6. Compte tenu de ces éléments, la responsabilité de La Poste ne peut être engagée que sur la période du 15 septembre 2013, date à compter de laquelle le tribunal administratif a, dans son jugement précité du 14 décembre 2016, considéré que La Poste doit être regardée comme ayant dépassé le délai raisonnable qui lui était imparti pour procéder à la réintégration de M. H..., au 1er décembre 2015, date de la réintégration effective de l'intéressé.
En ce qui concerne les préjudices :
7. Il résulte des principes généraux qui régissent la responsabilité de la puissance publique qu'un agent public irrégulièrement évincé a droit à la réparation intégrale du préjudice qu'il a effectivement subi du fait de la mesure illégalement prise à son encontre. Les préjudices de toute nature avec lesquels l'illégalité commise présente, compte tenu de l'importance respective de cette illégalité et des fautes relevées à l'encontre de l'intéressé, un lien direct de causalité sont ainsi indemnisables. Pour l'évaluation du montant de l'indemnité due, doit être prise en compte la perte du traitement ainsi que celle des primes et indemnités dont l'intéressé avait, pour la période en cause, une chance sérieuse de bénéficier, à l'exception de celles qui, eu égard à leur nature, à leur objet et aux conditions dans lesquelles elles sont versées, sont seulement destinées à compenser des frais, charges ou contraintes liés à l'exercice effectif des fonctions.
8. En premier lieu, il ressort du bulletin de paie du mois d'août 2010 qui constitue le dernier mois de travail de M. H... avant sa disponibilité qu'il percevait une rémunération nette mensuelle de 1 524, 59 euros dont il convient de déduire les sommes de 1,92 euros et de 18,60 euros correspondant à l'indemnisation d'utilisation de véhicules et de collation, qui sont liées à l'exercice effectif des fonctions. Ainsi, pour la période du 15 septembre 2013 au 1er décembre 2015, le montant de la rémunération nette qui aurait dû être versée à M. H... s'il n'avait pas été irrégulièrement évincé du service, s'élève à la somme de 39 857,85 euros, de laquelle il convient de déduire d'une part, la somme de 311,71 euros versée par la société Manpower en avril 2014, d'autre part, la somme de 11 176,80 euros correspondant au montant global des sommes perçues par l'intéressé au cours de la période litigieuse, au titre du revenu de solidarité active qui figurent sur l'attestation de la caisse d'allocations familiales du 28 avril 2016 produite en première instance. Ainsi, il sera fait une juste appréciation de l'indemnité à laquelle M. H... a droit à ce titre en la fixant à la somme de 28 681 euros.

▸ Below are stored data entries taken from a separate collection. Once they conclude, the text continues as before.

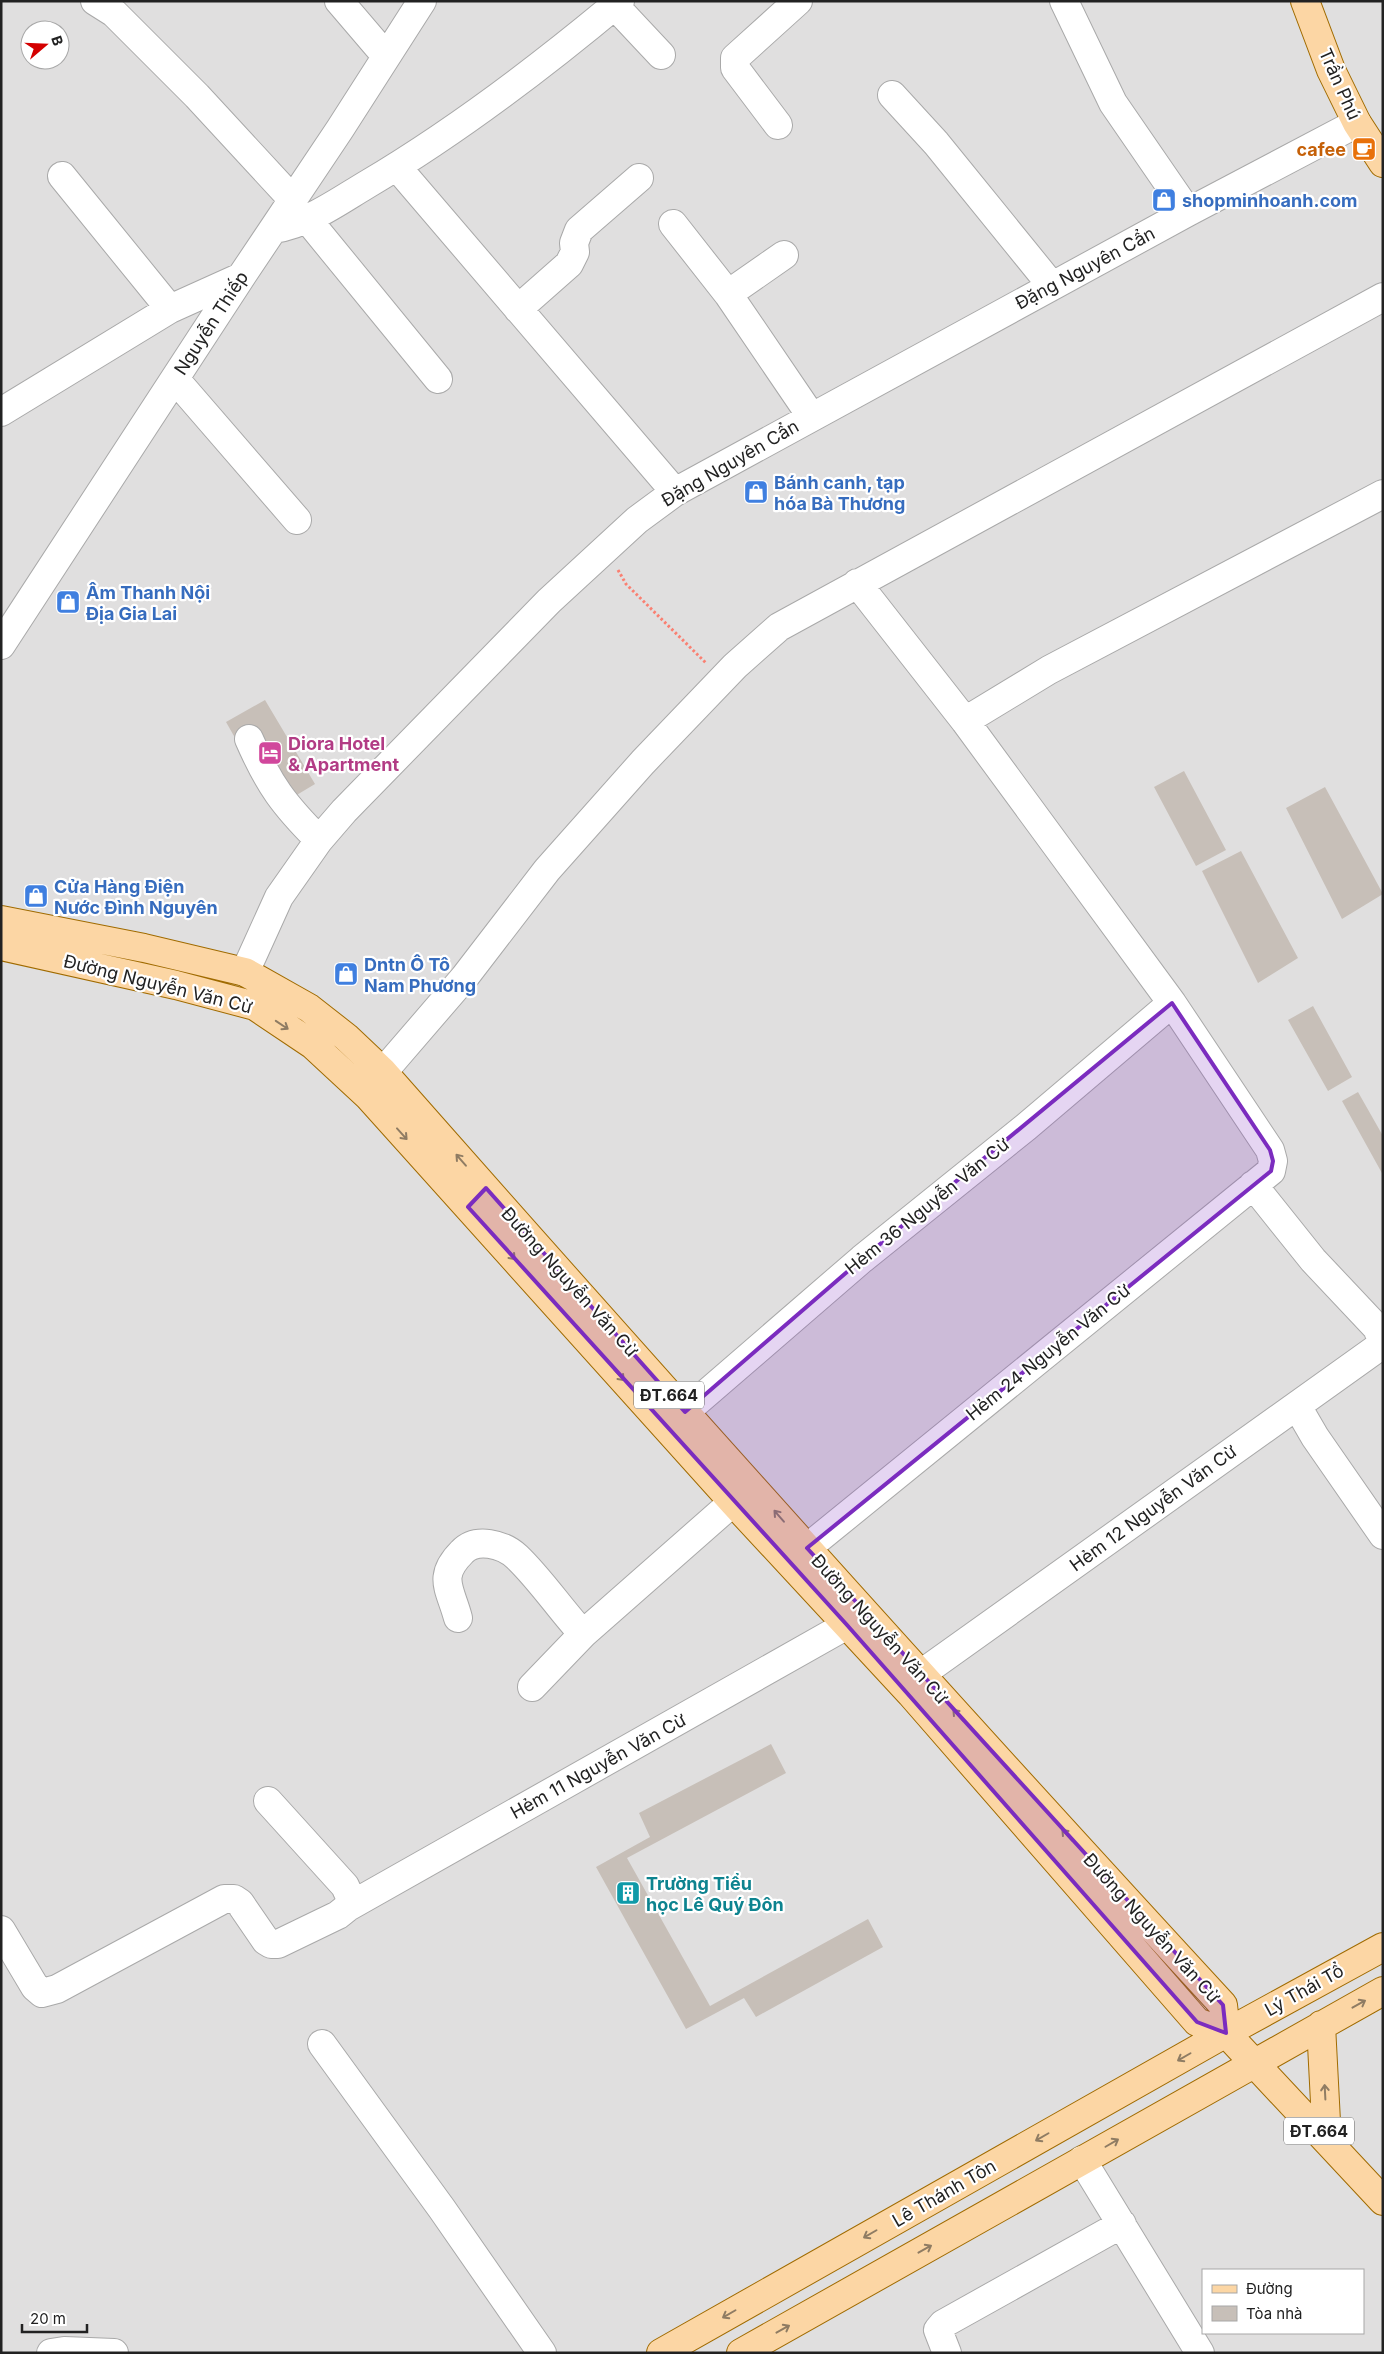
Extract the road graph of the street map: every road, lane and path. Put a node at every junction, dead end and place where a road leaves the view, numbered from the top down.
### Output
1 (95, 1) edge
2 (339, 1) edge
3 (422, 1) edge
4 (798, 1) edge
5 (1064, 1) edge
6 (1305, 1) edge
7 (617, 4) edge
8 (386, 56) junction
9 (661, 56) dead end
10 (892, 95) dead end
11 (1357, 123) junction
12 (778, 125) dead end
13 (1383, 163) edge
14 (397, 167) junction
15 (62, 176) dead end
16 (639, 178) dead end
17 (301, 210) junction
18 (1188, 212) junction
19 (673, 224) dead end
20 (784, 256) dead end
21 (240, 277) junction
22 (1052, 286) junction
23 (728, 294) junction
24 (1383, 297) edge
25 (170, 308) junction
26 (518, 310) junction
27 (175, 379) junction
28 (438, 379) dead end
29 (1, 412) edge
30 (811, 416) junction
31 (675, 492) junction
32 (1383, 494) edge
33 (297, 520) dead end
34 (608, 546) junction
35 (857, 583) junction
36 (1, 645) edge
37 (722, 679) junction
38 (965, 721) junction
39 (248, 739) dead end
40 (319, 840) junction
41 (1, 920) edge
42 (1, 946) edge
43 (245, 972) junction
44 (1172, 1003) junction
45 (383, 1072) junction
46 (1253, 1186) junction
47 (477, 1198) junction
48 (1382, 1340) edge
49 (1297, 1406) junction
50 (685, 1412) junction
51 (733, 1502) junction
52 (1383, 1534) edge
53 (807, 1548) junction
54 (458, 1618) dead end
55 (856, 1618) junction
56 (582, 1634) junction
57 (921, 1674) junction
58 (532, 1687) dead end
59 (268, 1801) dead end
60 (348, 1907) junction
61 (1, 1930) edge
62 (1383, 1947) edge
63 (1383, 1991) edge
64 (1321, 2025) junction
65 (1226, 2033) junction
66 (322, 2044) dead end
67 (1255, 2062) junction
68 (1327, 2141) junction
69 (1082, 2160) junction
70 (1383, 2201) edge
71 (1122, 2224) junction
72 (1195, 2351) edge
73 (51, 2353) edge
74 (114, 2353) edge
75 (542, 2353) edge
76 (661, 2353) edge
77 (741, 2353) edge
78 (947, 2353) edge

1 - 17 street
2 - 8 street
3 - 8 street, Nguyễn Thiếp
4 - 12 street
5 - 18 street
6 - 11 main road, Trần Phú
7 - 9 street
7 - 14 street
8 - 17 street, Nguyễn Thiếp
10 - 22 street
11 - 13 main road, Trần Phú
11 - 18 street, Đặng Nguyên Cẩn
14 - 17 street
14 - 26 street
15 - 25 street
16 - 26 street
17 - 21 street, Nguyễn Thiếp
17 - 28 street
18 - 22 street, Đặng Nguyên Cẩn
19 - 23 street
20 - 23 street
21 - 25 street
21 - 27 street, Nguyễn Thiếp
22 - 30 street, Đặng Nguyên Cẩn
23 - 30 street
24 - 35 street
25 - 29 street
26 - 31 street
27 - 33 street
27 - 36 street, Nguyễn Thiếp
30 - 31 street, Đặng Nguyên Cẩn
31 - 34 street, Đặng Nguyên Cẩn
32 - 38 street
34 - 37 path
34 - 40 street, Đặng Nguyên Cẩn
35 - 37 street
35 - 38 street
37 - 45 street
38 - 44 street
39 - 40 street
40 - 43 street, Đặng Nguyên Cẩn
41 - 43 main road, Đường Nguyễn Văn Cừ / ĐT.664
42 -> 47 main road, Đường Nguyễn Văn Cừ / ĐT.664
43 - 45 main road, Đường Nguyễn Văn Cừ / ĐT.664
44 - 46 street, Hẻm 24 Nguyễn Văn Cừ
44 - 50 street, Hẻm 36 Nguyễn Văn Cừ
47 -> 45 main road, Đường Nguyễn Văn Cừ / ĐT.664
46 - 48 street
46 - 53 street, Hẻm 24 Nguyễn Văn Cừ
47 - 50 main road, Đường Nguyễn Văn Cừ / ĐT.664
47 -> 51 main road, Đường Nguyễn Văn Cừ / ĐT.664
48 - 49 street, Hẻm 12 Nguyễn Văn Cừ
49 - 52 street
49 - 57 street, Hẻm 12 Nguyễn Văn Cừ
53 -> 50 main road, Đường Nguyễn Văn Cừ / ĐT.664
51 - 55 main road, Đường Nguyễn Văn Cừ / ĐT.664
51 - 56 street
53 - 55 main road, Đường Nguyễn Văn Cừ / ĐT.664
54 - 56 street
55 - 57 main road, Đường Nguyễn Văn Cừ / ĐT.664
55 - 60 street, Hẻm 11 Nguyễn Văn Cừ
55 - 65 main road, Đường Nguyễn Văn Cừ / ĐT.664
56 - 58 street
65 -> 57 main road, Đường Nguyễn Văn Cừ / ĐT.664
59 - 60 street
60 - 61 street, Hẻm 11 Nguyễn Văn Cừ
62 - 65 main road, Lý Thái Tổ
64 -> 63 main road
64 - 67 main road
68 -> 64 main road
65 - 67 main road, ĐT.664
65 -> 76 main road, Lê Thánh Tôn
66 - 75 street
67 - 68 main road, ĐT.664
69 -> 67 main road
68 - 70 main road, ĐT.664
69 - 71 street
77 -> 69 main road
71 - 72 street
71 - 78 street
73 - 74 street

9. En deuxième lieu, M. H... fait valoir qu'au cours de la période litigieuse, il a vécu dans des conditions matérielles extrêmement difficiles, qu'il s'est trouvé dans une détresse morale singulière et qu'il devra poursuivre une activité professionnelle au-delà de l'âge légal de départ à la retraite, du fait qu'il n'a pas cotisé suffisamment longtemps pour pouvoir bénéficier d'une pension à taux plein. Il ne résulte toutefois pas de l'instruction que M. H... aurait déjà pu faire valoir ses droits à la retraite à la date du présent arrêt. Ainsi le préjudice qu'il invoque qui résulterait d'une impossibilité de pouvoir bénéficier d'une pension à taux plein, présente à l'heure actuelle, un caractère incertain. Dans ces conditions, il sera fait une juste appréciation du préjudice moral et des troubles dans les conditions d'existence subis par M. H... en raison du refus de La Poste de le réintégrer avant le 15 septembre 2013, en lui accordant une indemnité d'un montant de 5 000 euros.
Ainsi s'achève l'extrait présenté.